- The problem: All records below are to be transcribed exactly, with every picture left out.

(Data for the task)

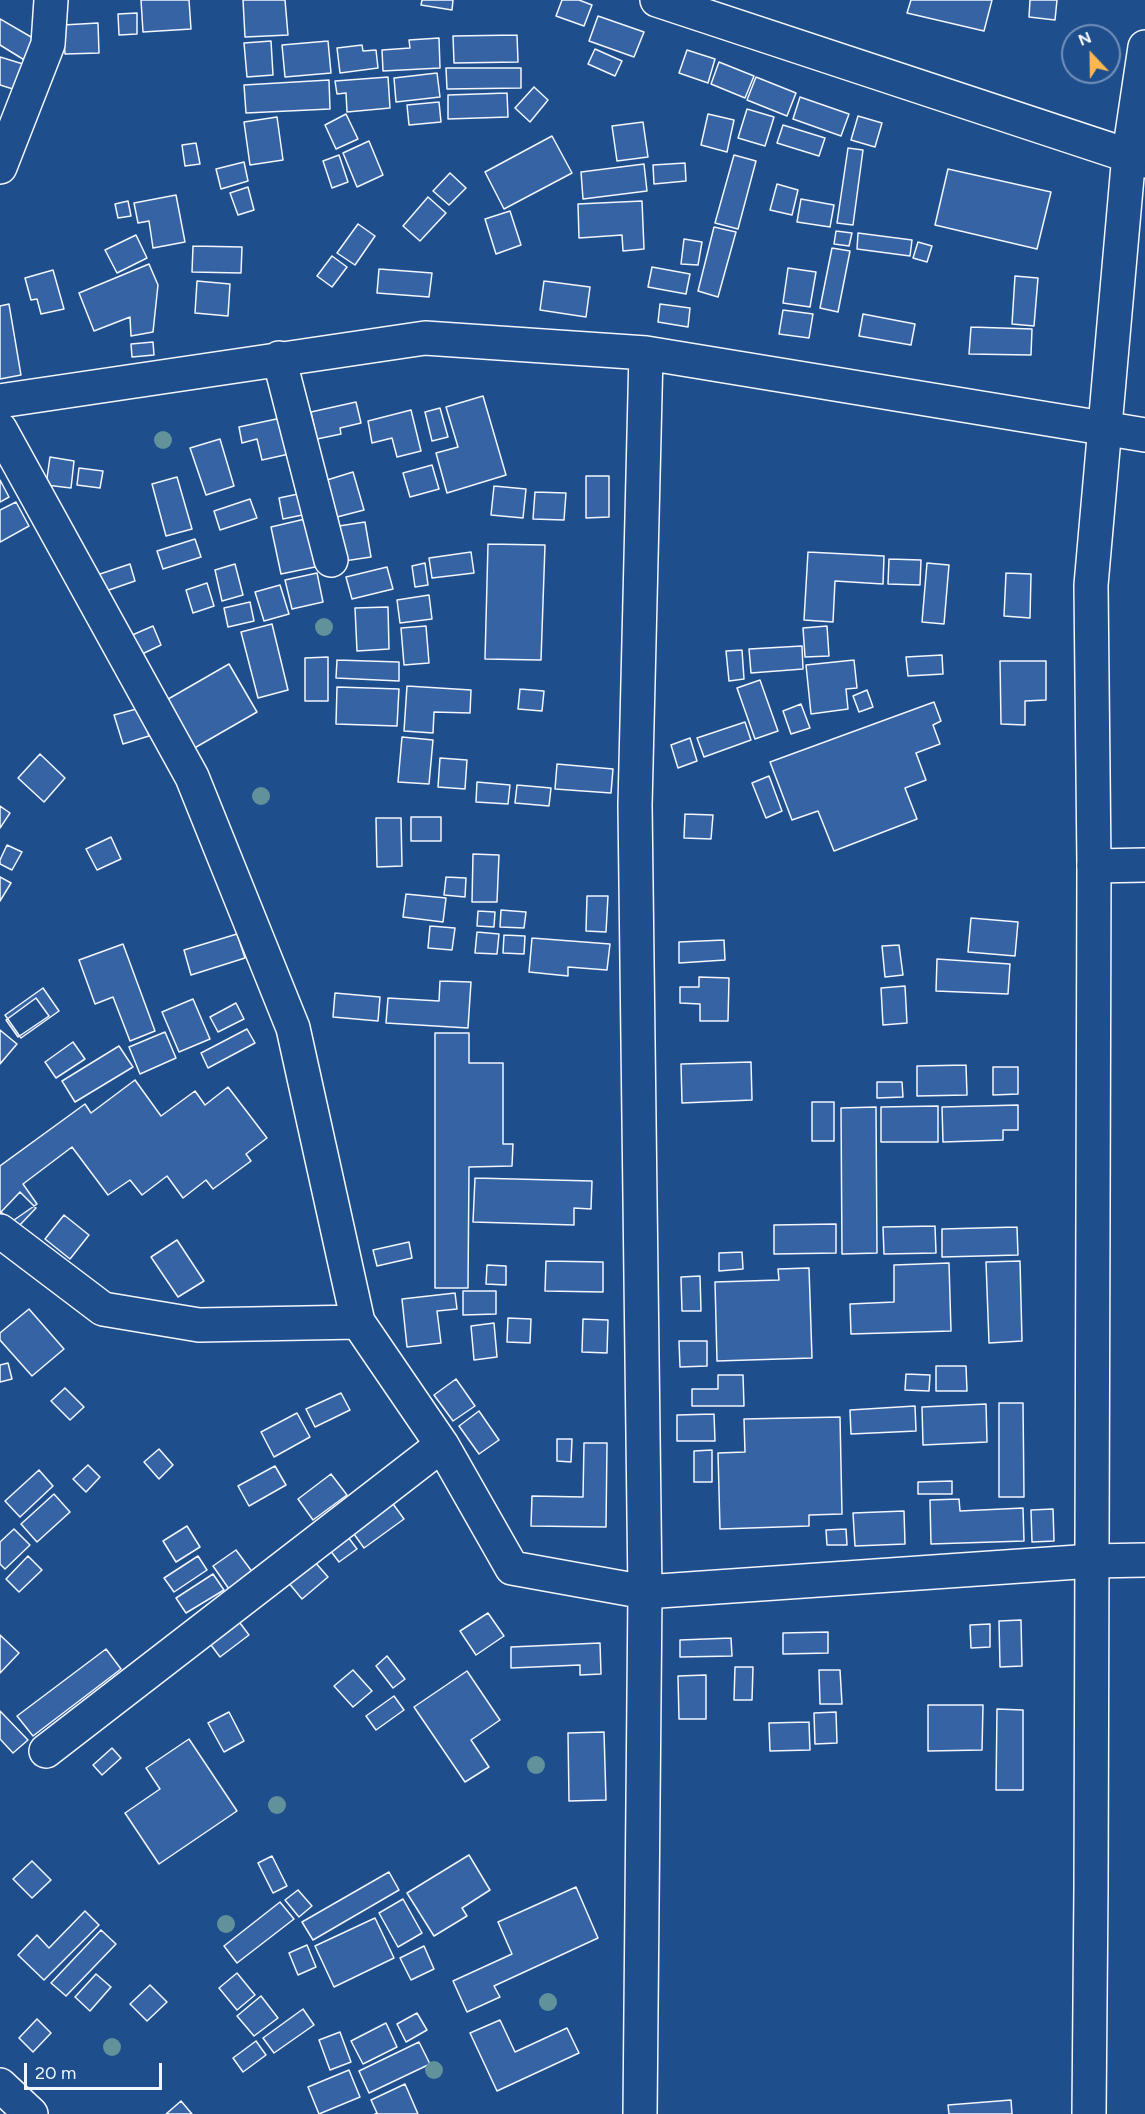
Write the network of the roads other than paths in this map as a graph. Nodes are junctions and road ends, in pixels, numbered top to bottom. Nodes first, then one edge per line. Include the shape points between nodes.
1 (51, 0) edge
2 (657, 0) edge
3 (1145, 47) edge
4 (1137, 157) edge
5 (0, 167) edge
6 (646, 353) junction
7 (279, 358) junction
8 (0, 401) edge
9 (1106, 428) junction
10 (0, 429) edge
11 (1145, 435) edge
12 (331, 560) dead end
13 (1094, 866) junction
14 (1145, 866) edge
15 (0, 1231) edge
16 (358, 1322) junction
17 (442, 1446) junction
18 (1145, 1560) edge
19 (1092, 1561) junction
20 (645, 1592) junction
21 (46, 1751) dead end
22 (0, 2085) edge
23 (31, 2114) edge
24 (640, 2114) edge
25 (1089, 2114) edge

1 - 5 street via 48,44
2 - 4 street
3 - 4 street
4 - 9 street
6 - 7 street via 425,338
6 - 9 street
6 - 20 street via 635,805
7 - 8 street
7 - 12 street
9 - 11 street
9 - 13 street via 1091,585
10 - 16 street via 192,777 293,1028
13 - 14 street
13 - 19 street
15 - 16 street via 103,1309 199,1325
16 - 17 street
17 - 20 street via 512,1568
17 - 21 street
18 - 19 street
19 - 20 street
19 - 25 street
20 - 24 street
22 - 23 street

(End Data for the task)

- Answer:
Write the network of the roads other than paths in this map as a graph. Nodes are junctions and road ends, in pixels, numbered top to bottom. Nodes first, then one edge per line. Include the shape points between nodes.
1 (51, 0) edge
2 (657, 0) edge
3 (1145, 47) edge
4 (1137, 157) edge
5 (0, 167) edge
6 (646, 353) junction
7 (279, 358) junction
8 (0, 401) edge
9 (1106, 428) junction
10 (0, 429) edge
11 (1145, 435) edge
12 (331, 560) dead end
13 (1094, 866) junction
14 (1145, 866) edge
15 (0, 1231) edge
16 (358, 1322) junction
17 (442, 1446) junction
18 (1145, 1560) edge
19 (1092, 1561) junction
20 (645, 1592) junction
21 (46, 1751) dead end
22 (0, 2085) edge
23 (31, 2114) edge
24 (640, 2114) edge
25 (1089, 2114) edge

1 - 5 street via 48,44
2 - 4 street
3 - 4 street
4 - 9 street
6 - 7 street via 425,338
6 - 9 street
6 - 20 street via 635,805
7 - 8 street
7 - 12 street
9 - 11 street
9 - 13 street via 1091,585
10 - 16 street via 192,777 293,1028
13 - 14 street
13 - 19 street
15 - 16 street via 103,1309 199,1325
16 - 17 street
17 - 20 street via 512,1568
17 - 21 street
18 - 19 street
19 - 20 street
19 - 25 street
20 - 24 street
22 - 23 street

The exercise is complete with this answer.